Rocco Siffredi est un homme tellement célèbre qu'il pourrait même se priver de son nom de famille, qui est en fait un nom d'artiste. En Italie en particulier, mais aussi à l'étranger, il suffit de dire «Rocco» pour comprendre qu'on parle de ce Rocco-là. Siffredi n'a aucune réticence à s'exposer, tant physiquement (mais cela va de soi) qu'émotionnellement: le mot qui vient à l'esprit pour le décrire, à la fin d'une interview, est "générosité". «Dans le monde, ils disent toujours la même chose à mon sujet: "It looks like you like what you do"», explique Siffredi à la fin d'un tournage. «Selon moi, le secret, c'est la passion». Siffredi est aussi un homme aux multiples facettes: on ne traverse pas quatre décennies d'histoire et de culture de la société italienne sans accumuler de nuances, de complexité. En entrant sur le tournage, tout en posant, son regard était très sérieux - tellement sérieux, en fait, que sa stature d'un mètre quatre-vingt-cinq semblait encore plus imposante qu'elle ne l'était déjà. Et c'est peut-être aussi pour cela que son apparition sur le podium du défilé SS24 de Dsquared2 l'année dernière a été à la fois si surprenante mais si naturelle: à la fois parce que Siffredi ne passait pas inaperçu aux côtés des autres mannequins (au début de sa carrière, raconte-t-il, il était l'un des garçons-image de El Corte Inglès à Madrid), et parce que la marque elle-même partage avec lui la même aura d'hédonisme et d'ironie. Mais au-delà des mots marketing, l'appréciation entre Rocco et Dean et Dan Caten est bien plus profonde. «On voit qu'ils sont de vrais artistes», explique Siffredi, «nous partageons la liberté de ne pas avoir de préjugés et la passion pour ce que nous faisons. [Dean et Dan] sont toujours totalement absorbés par ce qu'ils font, ce sont des perfectionnistes, ils font attention - un peu comme ce que je fais quand je tourne mes films: j'essaie à chaque fois de le faire mieux, de donner quelque chose de plus que ce que je n'ai jamais donné auparavant».

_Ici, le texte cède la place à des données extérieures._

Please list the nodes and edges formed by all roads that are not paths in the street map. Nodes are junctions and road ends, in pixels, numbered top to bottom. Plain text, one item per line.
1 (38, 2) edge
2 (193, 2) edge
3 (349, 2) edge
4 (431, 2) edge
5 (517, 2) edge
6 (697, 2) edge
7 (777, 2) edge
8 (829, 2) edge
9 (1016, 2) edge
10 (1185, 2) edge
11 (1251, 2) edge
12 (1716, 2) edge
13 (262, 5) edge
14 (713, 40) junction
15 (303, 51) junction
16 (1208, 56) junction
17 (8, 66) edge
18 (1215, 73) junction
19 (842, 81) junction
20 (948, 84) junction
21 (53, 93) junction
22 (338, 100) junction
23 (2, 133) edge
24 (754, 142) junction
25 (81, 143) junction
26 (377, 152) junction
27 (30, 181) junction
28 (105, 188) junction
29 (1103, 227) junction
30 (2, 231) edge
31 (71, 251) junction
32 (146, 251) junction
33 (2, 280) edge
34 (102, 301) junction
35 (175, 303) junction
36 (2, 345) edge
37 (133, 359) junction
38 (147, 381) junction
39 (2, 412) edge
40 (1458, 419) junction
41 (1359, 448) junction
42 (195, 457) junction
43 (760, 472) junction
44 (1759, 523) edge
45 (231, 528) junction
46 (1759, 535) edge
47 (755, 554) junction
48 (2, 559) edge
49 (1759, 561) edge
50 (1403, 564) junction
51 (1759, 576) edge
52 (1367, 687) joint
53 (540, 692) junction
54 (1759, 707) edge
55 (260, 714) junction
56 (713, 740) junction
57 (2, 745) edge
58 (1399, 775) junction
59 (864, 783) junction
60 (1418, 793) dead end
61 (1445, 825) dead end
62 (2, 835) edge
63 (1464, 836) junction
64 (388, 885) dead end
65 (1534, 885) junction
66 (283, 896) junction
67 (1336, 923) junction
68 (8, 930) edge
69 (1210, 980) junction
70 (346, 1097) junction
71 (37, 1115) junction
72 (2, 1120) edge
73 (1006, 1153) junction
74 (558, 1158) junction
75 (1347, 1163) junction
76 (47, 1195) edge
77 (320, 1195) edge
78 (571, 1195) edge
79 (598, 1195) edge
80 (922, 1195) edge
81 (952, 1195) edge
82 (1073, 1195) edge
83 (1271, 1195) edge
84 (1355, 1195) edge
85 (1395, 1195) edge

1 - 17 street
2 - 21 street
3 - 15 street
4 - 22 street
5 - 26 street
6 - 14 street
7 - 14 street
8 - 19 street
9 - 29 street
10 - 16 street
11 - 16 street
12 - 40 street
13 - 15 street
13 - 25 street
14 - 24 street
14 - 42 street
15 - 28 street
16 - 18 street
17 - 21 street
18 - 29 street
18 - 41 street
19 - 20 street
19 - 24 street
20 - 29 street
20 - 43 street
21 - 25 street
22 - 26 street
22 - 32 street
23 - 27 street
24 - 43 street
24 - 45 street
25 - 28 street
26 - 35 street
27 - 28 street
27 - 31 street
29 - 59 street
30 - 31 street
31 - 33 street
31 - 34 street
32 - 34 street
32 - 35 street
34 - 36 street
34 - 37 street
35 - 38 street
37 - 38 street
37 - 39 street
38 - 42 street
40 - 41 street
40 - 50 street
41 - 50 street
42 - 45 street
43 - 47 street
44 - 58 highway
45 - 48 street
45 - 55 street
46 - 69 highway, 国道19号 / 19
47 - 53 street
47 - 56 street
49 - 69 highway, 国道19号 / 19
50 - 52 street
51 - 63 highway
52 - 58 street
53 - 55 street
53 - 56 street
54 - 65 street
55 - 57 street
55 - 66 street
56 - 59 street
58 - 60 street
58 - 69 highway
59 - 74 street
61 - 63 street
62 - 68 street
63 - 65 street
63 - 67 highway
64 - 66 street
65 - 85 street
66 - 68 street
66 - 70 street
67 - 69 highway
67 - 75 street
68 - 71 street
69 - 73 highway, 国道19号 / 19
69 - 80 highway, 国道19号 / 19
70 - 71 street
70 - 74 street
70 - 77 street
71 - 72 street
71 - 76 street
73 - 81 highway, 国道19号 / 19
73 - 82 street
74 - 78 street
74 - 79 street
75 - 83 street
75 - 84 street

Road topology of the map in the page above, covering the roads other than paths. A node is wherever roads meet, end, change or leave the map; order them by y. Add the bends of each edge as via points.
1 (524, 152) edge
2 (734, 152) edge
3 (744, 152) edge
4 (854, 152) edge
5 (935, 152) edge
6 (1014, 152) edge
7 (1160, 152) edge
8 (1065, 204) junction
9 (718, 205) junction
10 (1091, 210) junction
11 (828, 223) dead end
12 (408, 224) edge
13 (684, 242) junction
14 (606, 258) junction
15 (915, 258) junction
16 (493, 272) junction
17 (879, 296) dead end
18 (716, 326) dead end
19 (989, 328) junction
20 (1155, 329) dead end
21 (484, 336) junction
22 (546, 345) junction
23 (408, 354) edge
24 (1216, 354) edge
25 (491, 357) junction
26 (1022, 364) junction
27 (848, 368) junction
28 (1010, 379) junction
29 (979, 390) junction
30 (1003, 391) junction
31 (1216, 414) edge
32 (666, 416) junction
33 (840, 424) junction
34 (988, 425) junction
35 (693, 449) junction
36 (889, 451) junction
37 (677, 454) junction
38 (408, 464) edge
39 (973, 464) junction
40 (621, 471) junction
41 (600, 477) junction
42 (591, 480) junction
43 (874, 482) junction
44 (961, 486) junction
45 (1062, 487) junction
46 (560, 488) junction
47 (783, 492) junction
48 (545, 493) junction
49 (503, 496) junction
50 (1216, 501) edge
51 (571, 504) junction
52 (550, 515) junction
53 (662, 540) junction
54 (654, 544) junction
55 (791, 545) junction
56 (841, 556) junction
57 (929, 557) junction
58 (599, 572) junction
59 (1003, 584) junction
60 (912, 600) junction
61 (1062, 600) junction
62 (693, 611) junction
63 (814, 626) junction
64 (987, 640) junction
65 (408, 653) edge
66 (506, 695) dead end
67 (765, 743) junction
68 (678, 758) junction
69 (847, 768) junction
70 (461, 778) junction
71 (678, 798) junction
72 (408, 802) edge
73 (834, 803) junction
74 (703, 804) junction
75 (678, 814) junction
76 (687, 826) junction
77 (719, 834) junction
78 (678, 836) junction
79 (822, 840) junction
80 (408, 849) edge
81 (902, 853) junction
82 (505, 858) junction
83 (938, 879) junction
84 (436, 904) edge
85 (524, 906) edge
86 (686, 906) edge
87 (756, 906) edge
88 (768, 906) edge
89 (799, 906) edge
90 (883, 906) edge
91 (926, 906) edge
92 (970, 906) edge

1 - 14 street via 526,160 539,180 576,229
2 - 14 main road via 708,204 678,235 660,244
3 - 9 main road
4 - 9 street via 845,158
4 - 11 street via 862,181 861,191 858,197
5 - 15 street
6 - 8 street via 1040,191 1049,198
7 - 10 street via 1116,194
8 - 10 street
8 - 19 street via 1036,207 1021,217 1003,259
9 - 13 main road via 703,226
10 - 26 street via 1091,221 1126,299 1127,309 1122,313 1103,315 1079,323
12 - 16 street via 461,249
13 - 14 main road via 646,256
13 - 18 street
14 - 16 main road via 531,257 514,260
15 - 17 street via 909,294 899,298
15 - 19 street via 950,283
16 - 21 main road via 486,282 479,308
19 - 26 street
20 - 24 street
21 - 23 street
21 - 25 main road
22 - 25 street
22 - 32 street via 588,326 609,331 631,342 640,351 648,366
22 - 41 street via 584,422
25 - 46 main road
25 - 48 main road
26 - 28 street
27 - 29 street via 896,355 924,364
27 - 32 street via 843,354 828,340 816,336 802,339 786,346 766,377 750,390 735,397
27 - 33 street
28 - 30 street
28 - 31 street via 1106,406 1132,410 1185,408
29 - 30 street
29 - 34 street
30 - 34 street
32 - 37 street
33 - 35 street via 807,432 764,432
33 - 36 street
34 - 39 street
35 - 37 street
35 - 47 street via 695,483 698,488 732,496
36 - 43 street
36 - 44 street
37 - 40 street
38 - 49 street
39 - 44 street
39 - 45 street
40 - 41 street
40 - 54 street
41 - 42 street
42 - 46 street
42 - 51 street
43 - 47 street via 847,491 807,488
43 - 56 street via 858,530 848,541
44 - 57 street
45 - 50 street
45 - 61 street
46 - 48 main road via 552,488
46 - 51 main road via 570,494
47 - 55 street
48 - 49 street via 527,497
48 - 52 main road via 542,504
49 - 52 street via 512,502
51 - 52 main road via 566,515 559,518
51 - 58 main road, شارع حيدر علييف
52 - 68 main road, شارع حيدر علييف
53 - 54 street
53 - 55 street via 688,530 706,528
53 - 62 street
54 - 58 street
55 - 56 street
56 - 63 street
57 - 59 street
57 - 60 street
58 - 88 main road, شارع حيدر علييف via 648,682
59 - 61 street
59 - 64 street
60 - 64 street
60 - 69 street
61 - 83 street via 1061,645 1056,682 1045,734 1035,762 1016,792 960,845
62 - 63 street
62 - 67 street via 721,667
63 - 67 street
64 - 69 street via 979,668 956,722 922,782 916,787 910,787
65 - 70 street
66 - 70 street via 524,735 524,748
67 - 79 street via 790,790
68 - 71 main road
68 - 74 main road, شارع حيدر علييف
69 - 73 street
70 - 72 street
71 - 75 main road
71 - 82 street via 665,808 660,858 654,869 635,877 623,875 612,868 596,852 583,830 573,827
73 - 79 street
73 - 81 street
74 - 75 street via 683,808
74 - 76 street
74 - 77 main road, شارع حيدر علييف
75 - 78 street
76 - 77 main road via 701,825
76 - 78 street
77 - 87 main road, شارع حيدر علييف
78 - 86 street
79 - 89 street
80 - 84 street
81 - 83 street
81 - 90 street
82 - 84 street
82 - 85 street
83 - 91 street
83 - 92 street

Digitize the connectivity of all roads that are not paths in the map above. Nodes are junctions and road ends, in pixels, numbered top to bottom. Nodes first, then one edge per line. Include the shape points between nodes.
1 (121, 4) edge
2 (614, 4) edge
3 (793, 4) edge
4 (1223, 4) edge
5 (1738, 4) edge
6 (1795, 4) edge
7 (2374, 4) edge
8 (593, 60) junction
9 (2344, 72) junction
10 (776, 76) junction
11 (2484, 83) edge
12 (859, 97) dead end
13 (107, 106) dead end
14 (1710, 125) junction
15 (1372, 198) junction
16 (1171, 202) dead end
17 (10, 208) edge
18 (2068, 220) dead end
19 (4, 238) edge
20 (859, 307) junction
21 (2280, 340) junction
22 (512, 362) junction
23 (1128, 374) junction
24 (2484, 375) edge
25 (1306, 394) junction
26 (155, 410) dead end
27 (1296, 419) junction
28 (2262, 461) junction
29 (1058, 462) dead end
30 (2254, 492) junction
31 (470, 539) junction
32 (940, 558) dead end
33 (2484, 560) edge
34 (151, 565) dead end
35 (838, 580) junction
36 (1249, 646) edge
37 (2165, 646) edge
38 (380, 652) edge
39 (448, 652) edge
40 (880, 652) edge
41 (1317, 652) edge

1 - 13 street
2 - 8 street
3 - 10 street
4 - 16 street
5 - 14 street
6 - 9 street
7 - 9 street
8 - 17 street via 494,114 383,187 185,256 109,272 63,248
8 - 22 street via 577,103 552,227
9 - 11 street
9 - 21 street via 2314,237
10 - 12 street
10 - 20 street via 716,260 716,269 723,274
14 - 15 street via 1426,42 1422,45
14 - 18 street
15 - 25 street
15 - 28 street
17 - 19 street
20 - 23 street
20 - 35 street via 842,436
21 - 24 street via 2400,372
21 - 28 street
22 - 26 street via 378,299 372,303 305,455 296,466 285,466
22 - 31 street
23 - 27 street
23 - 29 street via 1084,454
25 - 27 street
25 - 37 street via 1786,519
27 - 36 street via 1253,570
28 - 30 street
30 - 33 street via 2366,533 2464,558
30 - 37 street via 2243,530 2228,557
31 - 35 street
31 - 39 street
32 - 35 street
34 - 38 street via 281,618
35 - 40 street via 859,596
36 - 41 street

Mais comment exactement cette collaboration est-elle née? Sans surprise, avec un coup de téléphone: «Un jour, un ami commun m'appelle et me dit : "Rocco, est-ce que ça te plaît? Est-ce que tu aimes la marque? Parce qu'ils aimeraient faire quelque chose avec toi"». Et Siffredi a immédiatement accepté, d'autant plus que «la collaboration indirecte a commencé il y a longtemps car je porte des vêtements Dsquared2 depuis des années. Tous mes jeans, tous mes pantalons, je les ai toujours achetés chez eux. Et puis, les jumeaux sont de '64, la même année que moi… Je te dirai, je savais que tôt ou tard nous ferions quelque chose ensemble». Les deux designers canadiens, en fait, ont été les premiers à recruter Siffredi dans le monde de la mode, et franchement, c'est surprenant que personne n'y ait pensé avant. «Les jumeaux ne me jugent pas. S'ils m'ont pris, c'est parce qu'ils pensent que dans mon monde j'ai fait quelque chose de spécial», dit Siffredi, qui a également été mannequin par le passé, avant de devenir célèbre dans le cinéma pour adultes. Commencer n'était pas facile, se souvient Siffredi, au début, dans les années 80, «tout le monde m'a dit d'aller me faire voir, sauf ma mère et mon père ; mes frères n'étaient pas contents de mon choix. Puis six mois se sont écoulés, un an, et même eux accrochaient mes photos dans leur restaurant». Mais ce que Siffredi a rencontré au début, il continue à le rencontrer toujours: «Les gens de nos jours sont beaucoup moins scandalisés, mais seulement en apparence. Les bigots sont toujours là. À mon avis, le bigotisme aujourd'hui est juste une question d'ignorance».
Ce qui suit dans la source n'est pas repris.